Thursday, June 11, 2015

Lessons about myself

Right now, I'm basically stuck at home. I quit my previous job, thinking that I could just jump right into the swing of things with a new one that was already in the bag; papers signed, i.d.'s copied, the works. Come to find out that I still have to wait another week or three for a background check to work its way through the bowels of bureaucracy.
The practical upshot is that I have almost no money to spend on anything: fuel, food, purchased/rented entertainment... nothing. I've got supplies to last me a little while yet, so I'm not going to starve (thanks for asking).
But it's also been an interesting eye-opener.
I'm a writer.

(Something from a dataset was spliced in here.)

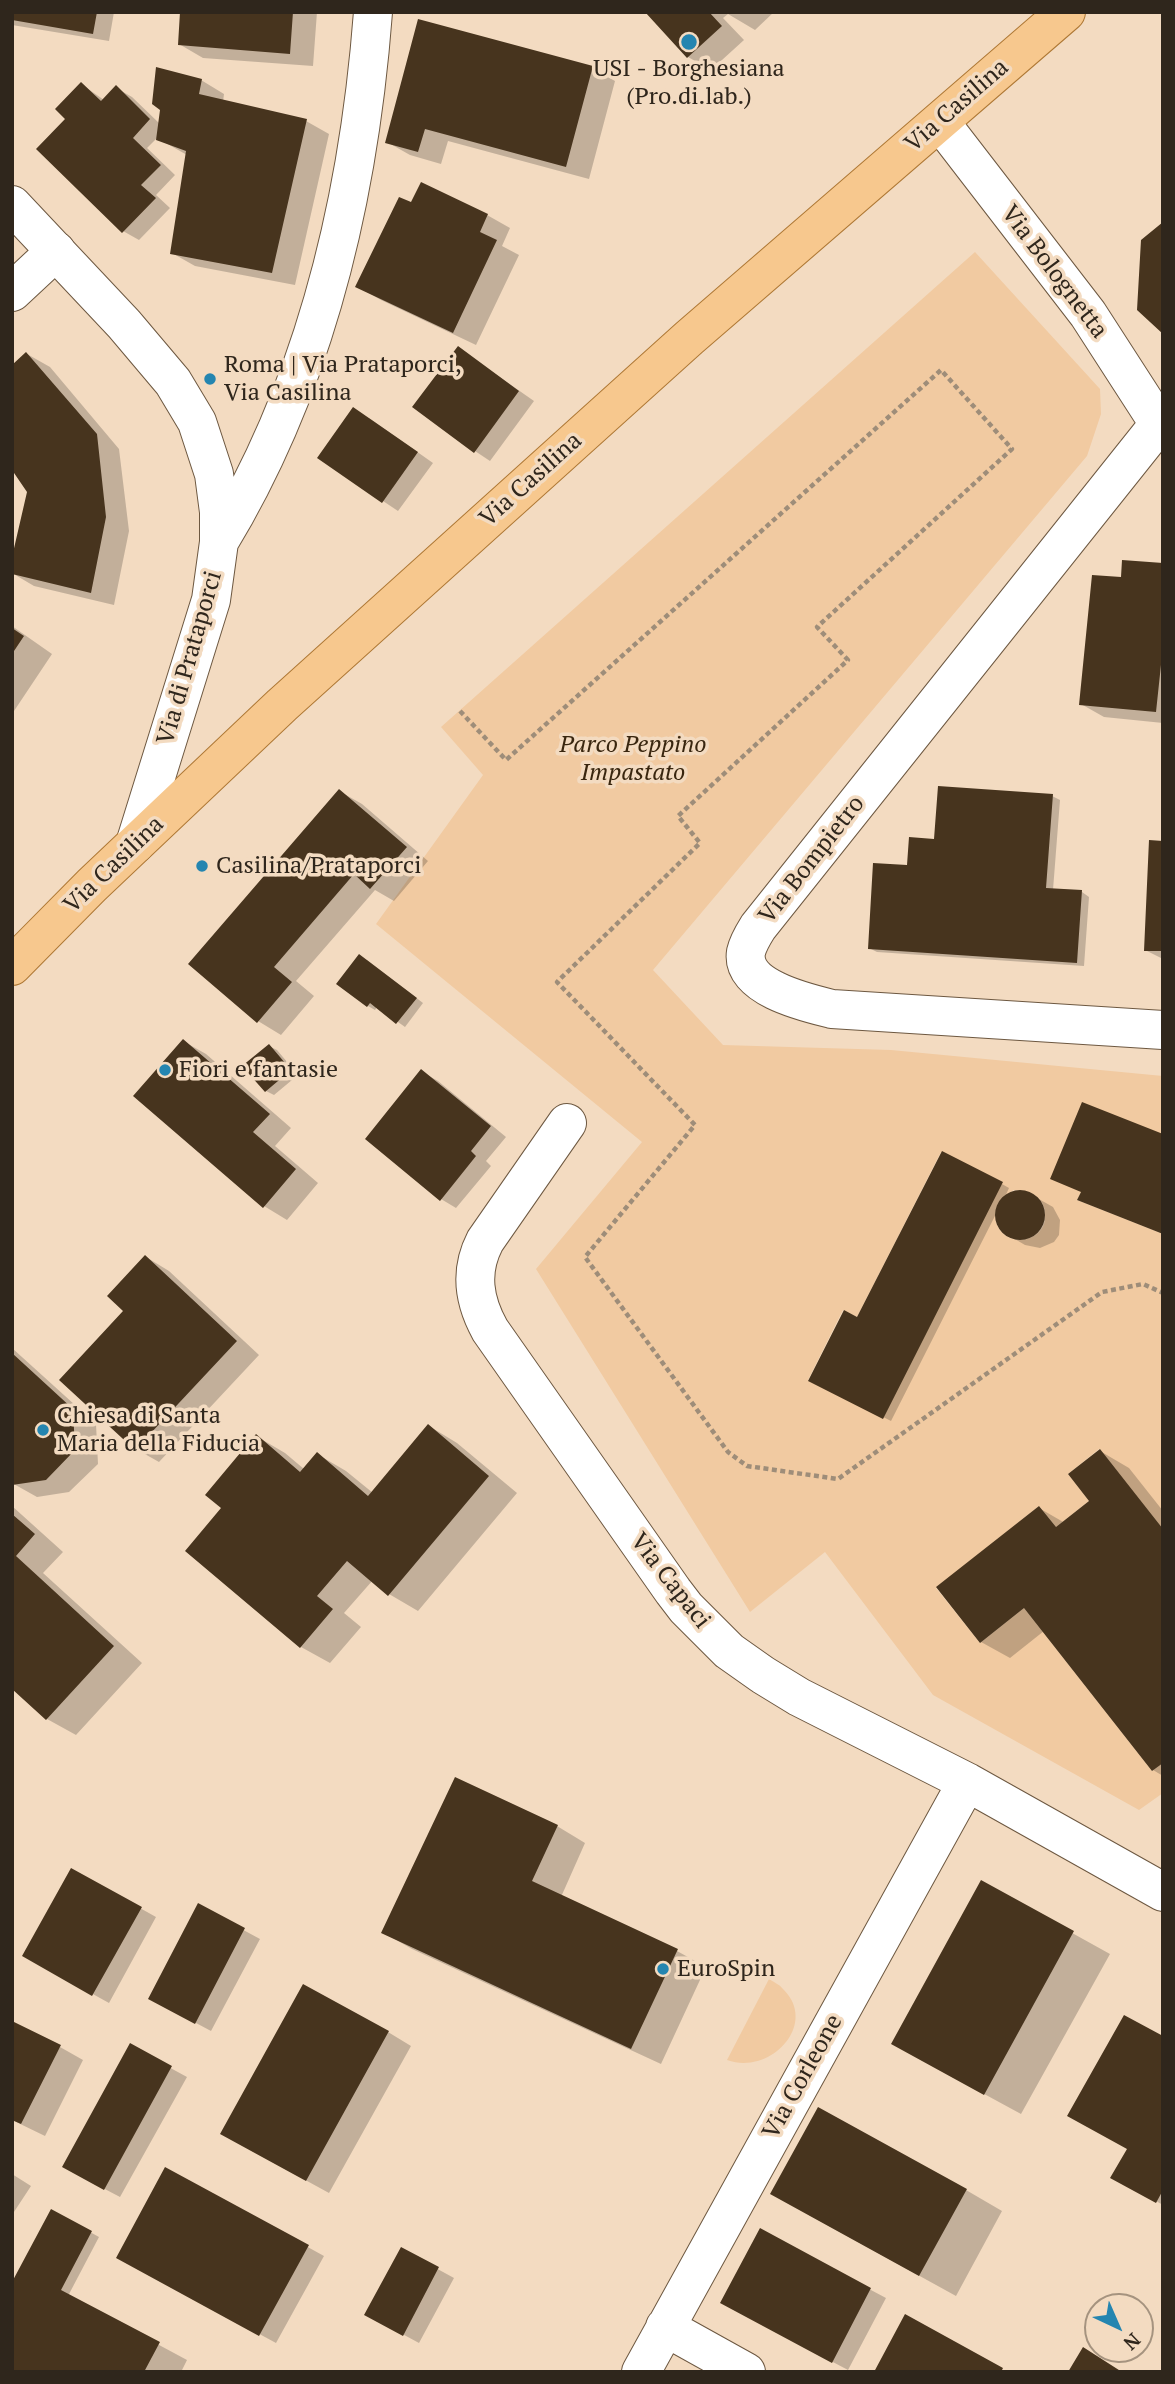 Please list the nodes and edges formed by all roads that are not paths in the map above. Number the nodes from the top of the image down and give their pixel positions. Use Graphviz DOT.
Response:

Which is to say, I want to make my living at spinning tales that other people will buy. I've got the raw "craft" part down cold, with grammar, punctuation, spelling, and so on. I've even advanced to the next level, where I can not only talk about "characterization", "pacing" and other scholastic writerly-things, but can actually demonstrate them in my own work.
All I need to do is have faith in my own ideas.
I've produced a lot of stuff that I've layered around the seed of ideas I get from someone else. There's no particular problem with collaborating on big projects, though I often take ego-hits from others as well as my inner heckler that they only give out Nobel Prizes for Literature to individuals.
Which might not even be true, and certainly isn't true for other prizes; Phil and Kaja Foglio have been jointly awarded Hugos, after all.
It's just the adversarial relationship I have with myself. "Who are you to even try? That's a stupid idea, you can't create an internally-consistent character or a society based on that" are pretty common jibes.
Wish I could come up with a better strategy for dealing with that.
Failing that, I wish I could find a way to earn a massive amount of money, so I could afford the kind of therapy necessary to help me deal with it.